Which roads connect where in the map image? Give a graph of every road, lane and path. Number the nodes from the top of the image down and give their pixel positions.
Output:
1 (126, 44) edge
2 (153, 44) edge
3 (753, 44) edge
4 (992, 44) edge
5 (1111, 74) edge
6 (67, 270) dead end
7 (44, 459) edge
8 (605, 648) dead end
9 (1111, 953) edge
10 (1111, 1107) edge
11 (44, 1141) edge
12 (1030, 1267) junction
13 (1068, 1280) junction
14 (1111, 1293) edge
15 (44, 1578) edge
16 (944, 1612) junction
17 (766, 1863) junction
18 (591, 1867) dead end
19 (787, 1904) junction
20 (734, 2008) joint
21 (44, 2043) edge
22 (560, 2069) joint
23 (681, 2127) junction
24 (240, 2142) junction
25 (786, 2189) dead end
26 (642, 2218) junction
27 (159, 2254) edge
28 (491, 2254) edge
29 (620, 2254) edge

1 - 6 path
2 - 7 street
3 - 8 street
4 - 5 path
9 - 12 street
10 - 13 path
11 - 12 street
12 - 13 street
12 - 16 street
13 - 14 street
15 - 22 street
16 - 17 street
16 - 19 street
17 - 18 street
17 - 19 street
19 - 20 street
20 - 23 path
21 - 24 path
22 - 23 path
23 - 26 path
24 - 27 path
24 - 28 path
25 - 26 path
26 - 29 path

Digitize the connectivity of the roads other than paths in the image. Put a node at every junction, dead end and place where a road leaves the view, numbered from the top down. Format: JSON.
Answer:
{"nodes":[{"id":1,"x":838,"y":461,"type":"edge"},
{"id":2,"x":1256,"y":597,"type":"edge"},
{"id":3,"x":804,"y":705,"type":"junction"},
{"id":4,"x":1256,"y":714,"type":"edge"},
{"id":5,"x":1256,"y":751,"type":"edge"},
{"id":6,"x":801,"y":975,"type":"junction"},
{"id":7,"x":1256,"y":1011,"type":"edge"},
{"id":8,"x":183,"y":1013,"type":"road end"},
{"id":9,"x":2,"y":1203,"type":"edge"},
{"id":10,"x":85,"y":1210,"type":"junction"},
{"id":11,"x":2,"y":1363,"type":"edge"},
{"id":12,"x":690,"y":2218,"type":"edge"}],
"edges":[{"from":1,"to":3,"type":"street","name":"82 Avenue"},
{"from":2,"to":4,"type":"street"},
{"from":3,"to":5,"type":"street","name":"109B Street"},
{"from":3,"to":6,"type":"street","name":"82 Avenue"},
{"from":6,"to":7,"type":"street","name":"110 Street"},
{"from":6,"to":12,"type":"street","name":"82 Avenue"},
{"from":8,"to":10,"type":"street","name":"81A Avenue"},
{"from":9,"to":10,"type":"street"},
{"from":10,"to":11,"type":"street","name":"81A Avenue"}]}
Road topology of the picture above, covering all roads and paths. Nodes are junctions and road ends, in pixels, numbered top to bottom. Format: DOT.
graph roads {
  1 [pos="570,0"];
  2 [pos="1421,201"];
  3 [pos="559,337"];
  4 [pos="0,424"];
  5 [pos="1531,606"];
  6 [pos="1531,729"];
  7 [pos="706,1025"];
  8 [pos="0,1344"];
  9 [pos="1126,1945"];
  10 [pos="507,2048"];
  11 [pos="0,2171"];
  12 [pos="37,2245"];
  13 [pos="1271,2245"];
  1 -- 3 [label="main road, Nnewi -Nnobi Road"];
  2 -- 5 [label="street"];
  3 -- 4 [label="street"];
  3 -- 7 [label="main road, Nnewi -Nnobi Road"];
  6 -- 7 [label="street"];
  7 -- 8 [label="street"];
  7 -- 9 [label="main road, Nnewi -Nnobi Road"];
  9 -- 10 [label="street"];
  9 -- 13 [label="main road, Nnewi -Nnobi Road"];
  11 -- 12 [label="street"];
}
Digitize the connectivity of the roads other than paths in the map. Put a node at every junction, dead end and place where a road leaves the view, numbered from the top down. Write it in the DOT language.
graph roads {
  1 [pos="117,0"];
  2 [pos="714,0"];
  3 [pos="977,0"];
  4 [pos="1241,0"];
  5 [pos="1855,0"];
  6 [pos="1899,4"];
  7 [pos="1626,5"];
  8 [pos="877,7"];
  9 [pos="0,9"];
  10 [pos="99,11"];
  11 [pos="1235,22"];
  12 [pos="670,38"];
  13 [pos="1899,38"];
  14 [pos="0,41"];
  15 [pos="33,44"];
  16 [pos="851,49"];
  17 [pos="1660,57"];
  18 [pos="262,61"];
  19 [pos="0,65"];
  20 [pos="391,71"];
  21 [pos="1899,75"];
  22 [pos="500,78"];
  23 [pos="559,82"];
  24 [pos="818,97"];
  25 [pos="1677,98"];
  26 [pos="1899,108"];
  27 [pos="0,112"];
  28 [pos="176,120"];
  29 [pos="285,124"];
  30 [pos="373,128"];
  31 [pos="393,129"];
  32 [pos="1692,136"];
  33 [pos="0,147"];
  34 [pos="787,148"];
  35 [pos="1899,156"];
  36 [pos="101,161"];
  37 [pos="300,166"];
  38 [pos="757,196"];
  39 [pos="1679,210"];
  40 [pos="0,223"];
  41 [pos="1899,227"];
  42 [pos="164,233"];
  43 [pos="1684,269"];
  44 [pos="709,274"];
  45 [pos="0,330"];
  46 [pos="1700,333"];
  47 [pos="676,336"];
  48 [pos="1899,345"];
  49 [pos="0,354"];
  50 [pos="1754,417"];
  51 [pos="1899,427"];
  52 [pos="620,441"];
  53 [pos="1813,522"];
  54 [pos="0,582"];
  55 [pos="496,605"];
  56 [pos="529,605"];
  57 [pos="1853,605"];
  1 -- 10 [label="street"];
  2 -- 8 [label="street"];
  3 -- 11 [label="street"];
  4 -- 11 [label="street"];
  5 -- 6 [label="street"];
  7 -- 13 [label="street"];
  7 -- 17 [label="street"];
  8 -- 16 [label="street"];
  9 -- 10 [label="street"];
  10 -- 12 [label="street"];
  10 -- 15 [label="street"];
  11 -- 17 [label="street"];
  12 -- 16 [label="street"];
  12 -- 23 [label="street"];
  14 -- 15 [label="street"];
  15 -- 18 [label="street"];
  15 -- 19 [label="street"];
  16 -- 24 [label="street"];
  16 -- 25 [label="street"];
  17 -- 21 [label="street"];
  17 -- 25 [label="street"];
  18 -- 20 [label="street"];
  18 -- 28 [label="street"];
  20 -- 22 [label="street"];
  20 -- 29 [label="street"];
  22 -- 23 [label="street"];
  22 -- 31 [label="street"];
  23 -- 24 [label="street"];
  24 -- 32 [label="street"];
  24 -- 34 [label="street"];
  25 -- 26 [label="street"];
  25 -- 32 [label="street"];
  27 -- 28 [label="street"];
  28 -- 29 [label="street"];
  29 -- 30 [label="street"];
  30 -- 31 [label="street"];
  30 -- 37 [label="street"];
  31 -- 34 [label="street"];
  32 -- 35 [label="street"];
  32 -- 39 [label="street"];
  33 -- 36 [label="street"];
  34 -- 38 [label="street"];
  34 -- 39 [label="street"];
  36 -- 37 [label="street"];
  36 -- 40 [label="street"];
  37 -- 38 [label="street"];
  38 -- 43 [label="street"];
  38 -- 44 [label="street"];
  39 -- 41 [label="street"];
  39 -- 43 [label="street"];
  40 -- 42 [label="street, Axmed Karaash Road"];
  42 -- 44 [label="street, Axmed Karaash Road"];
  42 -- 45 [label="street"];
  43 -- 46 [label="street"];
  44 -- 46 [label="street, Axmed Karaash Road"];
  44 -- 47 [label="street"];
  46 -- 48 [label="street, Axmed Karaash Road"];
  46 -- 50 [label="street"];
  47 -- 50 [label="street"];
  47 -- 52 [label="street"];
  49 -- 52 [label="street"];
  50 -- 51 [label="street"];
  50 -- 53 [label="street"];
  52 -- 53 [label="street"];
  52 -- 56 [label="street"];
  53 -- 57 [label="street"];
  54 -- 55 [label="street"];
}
========================================================================
*Problem requirements*.
Among the lines above, return each one holding the string "dead".

*Response to this task*.
6 (67, 270) dead end
8 (605, 648) dead end
18 (591, 1867) dead end
25 (786, 2189) dead end
Digitize the connectivity of the roads other than paths in the image. Put a node at every junction, dead end and place where a road leaves the view, numbered from the top down. Format: JSON.
Digitize the connectivity of the roads other than paths in the map. Put a node at every junction, dead end and place where a road leaves the view, numbered from the top down. Write it in the DOT language.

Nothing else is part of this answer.